Reliability of selected procedures of stress inversion and data separation for inhomogeneous populations of calcite twins and striated faults: insights from numerical experiments

Abstract

In the course of numerical experiments selected algorithms for stress tensor inversion and separation of heterogeneous populations of calcite twins and striated faults were tested. Artificial data sets were created in a manner simulating natural processes. They were composed of data, dynamically compatible with one or two stress tensors and chaotic “noise” imitating natural imperfections. For calcite twins the classical inversion procedure is considered valid, with restrictions regarding a high proportion of chaotic data, when shape ratio of the stress tensor Φ is poorly constrained.
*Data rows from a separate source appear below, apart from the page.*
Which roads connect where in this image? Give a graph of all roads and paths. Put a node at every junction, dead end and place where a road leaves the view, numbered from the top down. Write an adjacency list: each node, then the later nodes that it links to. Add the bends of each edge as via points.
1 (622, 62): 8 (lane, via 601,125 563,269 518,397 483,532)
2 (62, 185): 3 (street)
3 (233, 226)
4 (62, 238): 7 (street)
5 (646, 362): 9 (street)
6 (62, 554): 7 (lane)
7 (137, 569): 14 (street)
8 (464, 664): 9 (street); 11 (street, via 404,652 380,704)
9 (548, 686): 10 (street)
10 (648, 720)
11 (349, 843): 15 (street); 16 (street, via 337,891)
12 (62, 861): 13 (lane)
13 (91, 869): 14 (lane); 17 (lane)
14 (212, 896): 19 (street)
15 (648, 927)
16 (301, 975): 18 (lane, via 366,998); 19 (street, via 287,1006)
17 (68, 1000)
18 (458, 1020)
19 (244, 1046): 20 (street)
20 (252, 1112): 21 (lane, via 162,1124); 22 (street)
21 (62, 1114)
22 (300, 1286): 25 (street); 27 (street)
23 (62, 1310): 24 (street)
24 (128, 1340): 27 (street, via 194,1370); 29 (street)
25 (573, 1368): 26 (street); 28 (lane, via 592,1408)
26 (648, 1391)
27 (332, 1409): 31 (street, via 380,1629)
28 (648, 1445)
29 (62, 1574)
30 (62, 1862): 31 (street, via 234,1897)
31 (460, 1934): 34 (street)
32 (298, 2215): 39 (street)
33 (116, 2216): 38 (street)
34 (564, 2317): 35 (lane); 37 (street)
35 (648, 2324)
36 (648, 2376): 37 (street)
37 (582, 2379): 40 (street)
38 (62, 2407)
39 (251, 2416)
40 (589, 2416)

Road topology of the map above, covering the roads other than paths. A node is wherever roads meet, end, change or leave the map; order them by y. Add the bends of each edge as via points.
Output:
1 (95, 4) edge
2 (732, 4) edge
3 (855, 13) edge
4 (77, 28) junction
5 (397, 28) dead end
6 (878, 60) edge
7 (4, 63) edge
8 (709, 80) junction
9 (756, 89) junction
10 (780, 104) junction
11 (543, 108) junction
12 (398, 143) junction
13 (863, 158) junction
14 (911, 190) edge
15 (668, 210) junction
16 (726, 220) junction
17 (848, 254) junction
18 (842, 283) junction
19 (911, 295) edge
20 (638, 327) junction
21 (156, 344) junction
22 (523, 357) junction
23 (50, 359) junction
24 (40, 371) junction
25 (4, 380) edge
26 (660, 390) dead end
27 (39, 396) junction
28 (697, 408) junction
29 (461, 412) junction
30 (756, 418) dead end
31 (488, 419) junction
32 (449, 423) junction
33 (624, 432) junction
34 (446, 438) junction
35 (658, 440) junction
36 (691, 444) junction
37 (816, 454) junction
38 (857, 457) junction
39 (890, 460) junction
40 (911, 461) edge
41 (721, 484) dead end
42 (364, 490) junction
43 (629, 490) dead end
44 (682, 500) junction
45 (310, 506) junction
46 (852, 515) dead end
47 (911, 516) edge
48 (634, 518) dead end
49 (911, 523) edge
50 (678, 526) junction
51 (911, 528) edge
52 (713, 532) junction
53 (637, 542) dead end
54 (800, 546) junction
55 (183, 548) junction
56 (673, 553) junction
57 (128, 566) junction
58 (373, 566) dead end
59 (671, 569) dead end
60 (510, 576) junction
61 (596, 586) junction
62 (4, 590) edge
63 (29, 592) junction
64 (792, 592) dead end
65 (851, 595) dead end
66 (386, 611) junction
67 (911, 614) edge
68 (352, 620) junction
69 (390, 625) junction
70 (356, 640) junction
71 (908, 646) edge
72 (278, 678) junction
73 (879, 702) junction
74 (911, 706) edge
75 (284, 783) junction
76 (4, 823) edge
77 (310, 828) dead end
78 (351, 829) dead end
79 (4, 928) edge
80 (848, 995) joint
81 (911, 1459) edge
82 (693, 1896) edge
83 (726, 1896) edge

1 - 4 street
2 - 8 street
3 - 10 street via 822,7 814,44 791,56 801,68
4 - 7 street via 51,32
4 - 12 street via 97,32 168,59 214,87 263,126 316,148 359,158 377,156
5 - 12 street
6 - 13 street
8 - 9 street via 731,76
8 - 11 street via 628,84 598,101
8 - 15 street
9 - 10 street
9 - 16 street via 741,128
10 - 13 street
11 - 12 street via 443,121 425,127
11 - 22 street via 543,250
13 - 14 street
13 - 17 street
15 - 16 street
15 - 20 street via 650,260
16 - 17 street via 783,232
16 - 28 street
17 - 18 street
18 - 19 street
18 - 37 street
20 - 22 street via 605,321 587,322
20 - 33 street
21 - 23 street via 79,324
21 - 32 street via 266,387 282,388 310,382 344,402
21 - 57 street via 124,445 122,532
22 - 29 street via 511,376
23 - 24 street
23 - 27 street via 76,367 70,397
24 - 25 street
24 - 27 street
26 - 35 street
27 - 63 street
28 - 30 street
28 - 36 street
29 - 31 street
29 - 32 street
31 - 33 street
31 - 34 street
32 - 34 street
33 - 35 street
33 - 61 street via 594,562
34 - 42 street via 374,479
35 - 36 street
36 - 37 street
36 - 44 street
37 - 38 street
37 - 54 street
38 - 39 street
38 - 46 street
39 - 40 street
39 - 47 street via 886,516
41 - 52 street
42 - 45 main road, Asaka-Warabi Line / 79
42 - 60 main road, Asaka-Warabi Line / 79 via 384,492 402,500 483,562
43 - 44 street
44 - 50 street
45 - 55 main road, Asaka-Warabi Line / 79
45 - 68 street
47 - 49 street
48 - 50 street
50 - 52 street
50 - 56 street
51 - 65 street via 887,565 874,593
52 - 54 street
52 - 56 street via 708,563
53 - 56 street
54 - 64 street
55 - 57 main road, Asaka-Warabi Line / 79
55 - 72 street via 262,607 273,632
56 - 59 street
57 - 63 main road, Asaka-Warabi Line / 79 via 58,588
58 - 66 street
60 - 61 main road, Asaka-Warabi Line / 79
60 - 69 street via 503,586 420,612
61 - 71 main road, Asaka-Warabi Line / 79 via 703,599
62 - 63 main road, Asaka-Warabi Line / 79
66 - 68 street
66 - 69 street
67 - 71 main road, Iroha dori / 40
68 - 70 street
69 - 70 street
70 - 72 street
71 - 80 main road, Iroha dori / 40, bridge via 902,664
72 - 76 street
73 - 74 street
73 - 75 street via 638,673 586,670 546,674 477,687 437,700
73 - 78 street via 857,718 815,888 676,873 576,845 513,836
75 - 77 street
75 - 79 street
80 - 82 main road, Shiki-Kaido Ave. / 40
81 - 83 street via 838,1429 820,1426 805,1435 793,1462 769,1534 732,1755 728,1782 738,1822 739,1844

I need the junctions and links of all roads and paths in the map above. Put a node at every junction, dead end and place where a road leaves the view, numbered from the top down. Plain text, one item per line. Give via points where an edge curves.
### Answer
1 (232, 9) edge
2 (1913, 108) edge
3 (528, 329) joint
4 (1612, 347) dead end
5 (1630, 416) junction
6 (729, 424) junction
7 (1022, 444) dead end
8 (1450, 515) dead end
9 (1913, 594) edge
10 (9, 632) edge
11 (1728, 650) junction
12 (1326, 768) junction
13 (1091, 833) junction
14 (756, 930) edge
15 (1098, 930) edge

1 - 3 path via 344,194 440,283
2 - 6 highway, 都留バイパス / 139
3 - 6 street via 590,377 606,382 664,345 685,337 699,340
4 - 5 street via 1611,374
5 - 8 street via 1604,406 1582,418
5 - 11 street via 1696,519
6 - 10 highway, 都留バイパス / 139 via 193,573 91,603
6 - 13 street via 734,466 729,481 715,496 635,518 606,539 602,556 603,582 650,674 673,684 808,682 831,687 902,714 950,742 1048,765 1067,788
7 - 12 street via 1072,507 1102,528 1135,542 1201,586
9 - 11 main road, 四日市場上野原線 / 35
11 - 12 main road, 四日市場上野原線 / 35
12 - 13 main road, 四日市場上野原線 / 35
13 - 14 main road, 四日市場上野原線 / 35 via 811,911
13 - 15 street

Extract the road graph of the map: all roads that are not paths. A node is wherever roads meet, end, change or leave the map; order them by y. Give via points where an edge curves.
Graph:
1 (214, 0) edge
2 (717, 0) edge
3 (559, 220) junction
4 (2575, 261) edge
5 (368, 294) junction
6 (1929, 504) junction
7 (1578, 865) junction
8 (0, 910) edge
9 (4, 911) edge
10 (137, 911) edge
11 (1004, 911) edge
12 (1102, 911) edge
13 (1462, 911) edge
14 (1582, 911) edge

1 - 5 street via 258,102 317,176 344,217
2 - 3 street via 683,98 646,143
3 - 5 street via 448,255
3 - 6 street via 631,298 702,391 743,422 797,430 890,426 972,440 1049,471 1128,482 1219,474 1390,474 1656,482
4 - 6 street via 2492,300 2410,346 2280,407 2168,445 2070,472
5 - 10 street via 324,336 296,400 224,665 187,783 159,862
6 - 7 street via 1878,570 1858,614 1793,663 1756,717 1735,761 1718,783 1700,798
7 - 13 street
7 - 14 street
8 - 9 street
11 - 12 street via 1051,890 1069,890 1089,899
The algorithm of Etchecopar (1984 fide Tourneret and Laurent in Tectonophysics 180:287–302, 1990) devised originally for calcite twins has been modified and applied to fault/slip data, facilitating a rejection of incompatible outliers. Two main classes of data separation procedures were tested: separation contemporary with inversion and separation prior to inversion, utilising hierarchical clustering. The separation contemporary with inversion performs moderately but often fails with complex calcite twin sets. The performance of hierarchical clustering is high, but only with a σ 1 orientation as a similarity criterion—the new strategy introduced in this contribution. For fault/slip data the hierarchical clustering with the right-dihedra construction as the similarity criterion (Nemcok et al. 1999) is satisfactory. Additionally, a new approach is proposed for fault/slip data, utilising principles of the classical algorithm for heterogeneous populations of calcite twins. Validated algorithms for striated faults were successfully applied to a natural data set from the Holy Cross Mts (central Poland).